WORK TASK: Each entry below must appear in the output exactly as written.

EXTRACTED MATERIAL:
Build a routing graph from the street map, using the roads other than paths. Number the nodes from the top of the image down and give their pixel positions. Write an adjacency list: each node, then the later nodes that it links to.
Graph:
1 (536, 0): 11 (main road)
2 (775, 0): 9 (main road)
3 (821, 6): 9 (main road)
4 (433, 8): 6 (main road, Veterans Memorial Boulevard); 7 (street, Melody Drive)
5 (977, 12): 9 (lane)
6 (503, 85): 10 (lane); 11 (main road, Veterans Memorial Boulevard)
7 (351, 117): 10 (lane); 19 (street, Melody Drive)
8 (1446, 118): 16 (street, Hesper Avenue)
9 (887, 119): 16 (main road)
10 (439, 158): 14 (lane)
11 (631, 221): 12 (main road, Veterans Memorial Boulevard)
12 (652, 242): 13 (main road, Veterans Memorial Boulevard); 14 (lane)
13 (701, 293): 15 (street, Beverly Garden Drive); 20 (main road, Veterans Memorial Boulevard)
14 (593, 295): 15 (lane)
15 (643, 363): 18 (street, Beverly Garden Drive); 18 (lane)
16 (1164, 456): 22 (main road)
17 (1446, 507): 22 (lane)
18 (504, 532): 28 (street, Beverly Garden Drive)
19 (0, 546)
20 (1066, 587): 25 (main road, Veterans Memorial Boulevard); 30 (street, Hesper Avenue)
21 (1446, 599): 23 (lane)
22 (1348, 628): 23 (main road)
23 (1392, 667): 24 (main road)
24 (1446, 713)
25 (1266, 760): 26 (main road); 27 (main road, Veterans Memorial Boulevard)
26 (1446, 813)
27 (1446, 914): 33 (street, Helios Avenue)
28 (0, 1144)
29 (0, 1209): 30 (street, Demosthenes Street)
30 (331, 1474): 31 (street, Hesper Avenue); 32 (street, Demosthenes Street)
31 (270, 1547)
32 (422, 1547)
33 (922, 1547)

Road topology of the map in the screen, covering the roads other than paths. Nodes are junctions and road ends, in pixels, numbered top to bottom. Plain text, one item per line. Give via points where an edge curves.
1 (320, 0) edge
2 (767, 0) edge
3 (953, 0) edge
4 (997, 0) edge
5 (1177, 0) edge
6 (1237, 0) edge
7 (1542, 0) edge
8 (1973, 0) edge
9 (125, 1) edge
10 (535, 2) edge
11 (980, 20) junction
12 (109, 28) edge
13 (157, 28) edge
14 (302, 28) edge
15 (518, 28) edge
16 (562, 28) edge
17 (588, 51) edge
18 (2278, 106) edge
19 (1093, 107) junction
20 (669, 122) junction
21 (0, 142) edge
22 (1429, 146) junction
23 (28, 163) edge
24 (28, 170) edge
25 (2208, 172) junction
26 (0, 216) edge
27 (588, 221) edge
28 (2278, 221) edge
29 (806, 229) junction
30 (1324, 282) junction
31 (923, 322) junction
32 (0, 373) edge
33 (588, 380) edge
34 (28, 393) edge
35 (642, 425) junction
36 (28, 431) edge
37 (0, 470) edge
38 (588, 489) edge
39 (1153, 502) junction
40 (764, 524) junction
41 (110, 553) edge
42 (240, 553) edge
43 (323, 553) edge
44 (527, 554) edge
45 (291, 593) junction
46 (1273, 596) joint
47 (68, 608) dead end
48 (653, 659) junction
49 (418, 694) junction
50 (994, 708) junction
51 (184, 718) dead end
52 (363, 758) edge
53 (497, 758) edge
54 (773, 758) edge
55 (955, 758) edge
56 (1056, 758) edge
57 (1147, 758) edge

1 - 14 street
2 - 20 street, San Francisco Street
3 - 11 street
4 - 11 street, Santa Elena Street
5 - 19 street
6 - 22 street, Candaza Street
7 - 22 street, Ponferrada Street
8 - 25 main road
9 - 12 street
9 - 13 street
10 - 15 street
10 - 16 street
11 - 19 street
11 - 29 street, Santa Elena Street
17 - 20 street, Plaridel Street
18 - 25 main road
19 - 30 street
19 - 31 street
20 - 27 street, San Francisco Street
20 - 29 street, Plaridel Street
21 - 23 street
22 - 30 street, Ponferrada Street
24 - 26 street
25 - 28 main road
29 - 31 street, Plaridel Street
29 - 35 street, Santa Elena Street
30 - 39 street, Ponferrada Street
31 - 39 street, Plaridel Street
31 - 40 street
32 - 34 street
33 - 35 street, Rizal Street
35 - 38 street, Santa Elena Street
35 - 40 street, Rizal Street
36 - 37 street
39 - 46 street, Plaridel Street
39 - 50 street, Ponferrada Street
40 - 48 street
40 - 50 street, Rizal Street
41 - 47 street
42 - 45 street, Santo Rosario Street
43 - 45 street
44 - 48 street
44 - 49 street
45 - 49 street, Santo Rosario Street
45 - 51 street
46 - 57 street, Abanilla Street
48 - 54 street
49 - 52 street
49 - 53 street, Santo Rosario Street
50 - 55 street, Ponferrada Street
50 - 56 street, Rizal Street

FINISHED EXERCISE:
Build a routing graph from the street map, using the roads other than paths. Number the nodes from the top of the image down and give their pixel positions. Write an adjacency list: each node, then the later nodes that it links to.
Graph:
1 (536, 0): 11 (main road)
2 (775, 0): 9 (main road)
3 (821, 6): 9 (main road)
4 (433, 8): 6 (main road, Veterans Memorial Boulevard); 7 (street, Melody Drive)
5 (977, 12): 9 (lane)
6 (503, 85): 10 (lane); 11 (main road, Veterans Memorial Boulevard)
7 (351, 117): 10 (lane); 19 (street, Melody Drive)
8 (1446, 118): 16 (street, Hesper Avenue)
9 (887, 119): 16 (main road)
10 (439, 158): 14 (lane)
11 (631, 221): 12 (main road, Veterans Memorial Boulevard)
12 (652, 242): 13 (main road, Veterans Memorial Boulevard); 14 (lane)
13 (701, 293): 15 (street, Beverly Garden Drive); 20 (main road, Veterans Memorial Boulevard)
14 (593, 295): 15 (lane)
15 (643, 363): 18 (street, Beverly Garden Drive); 18 (lane)
16 (1164, 456): 22 (main road)
17 (1446, 507): 22 (lane)
18 (504, 532): 28 (street, Beverly Garden Drive)
19 (0, 546)
20 (1066, 587): 25 (main road, Veterans Memorial Boulevard); 30 (street, Hesper Avenue)
21 (1446, 599): 23 (lane)
22 (1348, 628): 23 (main road)
23 (1392, 667): 24 (main road)
24 (1446, 713)
25 (1266, 760): 26 (main road); 27 (main road, Veterans Memorial Boulevard)
26 (1446, 813)
27 (1446, 914): 33 (street, Helios Avenue)
28 (0, 1144)
29 (0, 1209): 30 (street, Demosthenes Street)
30 (331, 1474): 31 (street, Hesper Avenue); 32 (street, Demosthenes Street)
31 (270, 1547)
32 (422, 1547)
33 (922, 1547)

Road topology of the map in the screen, covering the roads other than paths. Nodes are junctions and road ends, in pixels, numbered top to bottom. Plain text, one item per line. Give via points where an edge curves.
1 (320, 0) edge
2 (767, 0) edge
3 (953, 0) edge
4 (997, 0) edge
5 (1177, 0) edge
6 (1237, 0) edge
7 (1542, 0) edge
8 (1973, 0) edge
9 (125, 1) edge
10 (535, 2) edge
11 (980, 20) junction
12 (109, 28) edge
13 (157, 28) edge
14 (302, 28) edge
15 (518, 28) edge
16 (562, 28) edge
17 (588, 51) edge
18 (2278, 106) edge
19 (1093, 107) junction
20 (669, 122) junction
21 (0, 142) edge
22 (1429, 146) junction
23 (28, 163) edge
24 (28, 170) edge
25 (2208, 172) junction
26 (0, 216) edge
27 (588, 221) edge
28 (2278, 221) edge
29 (806, 229) junction
30 (1324, 282) junction
31 (923, 322) junction
32 (0, 373) edge
33 (588, 380) edge
34 (28, 393) edge
35 (642, 425) junction
36 (28, 431) edge
37 (0, 470) edge
38 (588, 489) edge
39 (1153, 502) junction
40 (764, 524) junction
41 (110, 553) edge
42 (240, 553) edge
43 (323, 553) edge
44 (527, 554) edge
45 (291, 593) junction
46 (1273, 596) joint
47 (68, 608) dead end
48 (653, 659) junction
49 (418, 694) junction
50 (994, 708) junction
51 (184, 718) dead end
52 (363, 758) edge
53 (497, 758) edge
54 (773, 758) edge
55 (955, 758) edge
56 (1056, 758) edge
57 (1147, 758) edge

1 - 14 street
2 - 20 street, San Francisco Street
3 - 11 street
4 - 11 street, Santa Elena Street
5 - 19 street
6 - 22 street, Candaza Street
7 - 22 street, Ponferrada Street
8 - 25 main road
9 - 12 street
9 - 13 street
10 - 15 street
10 - 16 street
11 - 19 street
11 - 29 street, Santa Elena Street
17 - 20 street, Plaridel Street
18 - 25 main road
19 - 30 street
19 - 31 street
20 - 27 street, San Francisco Street
20 - 29 street, Plaridel Street
21 - 23 street
22 - 30 street, Ponferrada Street
24 - 26 street
25 - 28 main road
29 - 31 street, Plaridel Street
29 - 35 street, Santa Elena Street
30 - 39 street, Ponferrada Street
31 - 39 street, Plaridel Street
31 - 40 street
32 - 34 street
33 - 35 street, Rizal Street
35 - 38 street, Santa Elena Street
35 - 40 street, Rizal Street
36 - 37 street
39 - 46 street, Plaridel Street
39 - 50 street, Ponferrada Street
40 - 48 street
40 - 50 street, Rizal Street
41 - 47 street
42 - 45 street, Santo Rosario Street
43 - 45 street
44 - 48 street
44 - 49 street
45 - 49 street, Santo Rosario Street
45 - 51 street
46 - 57 street, Abanilla Street
48 - 54 street
49 - 52 street
49 - 53 street, Santo Rosario Street
50 - 55 street, Ponferrada Street
50 - 56 street, Rizal Street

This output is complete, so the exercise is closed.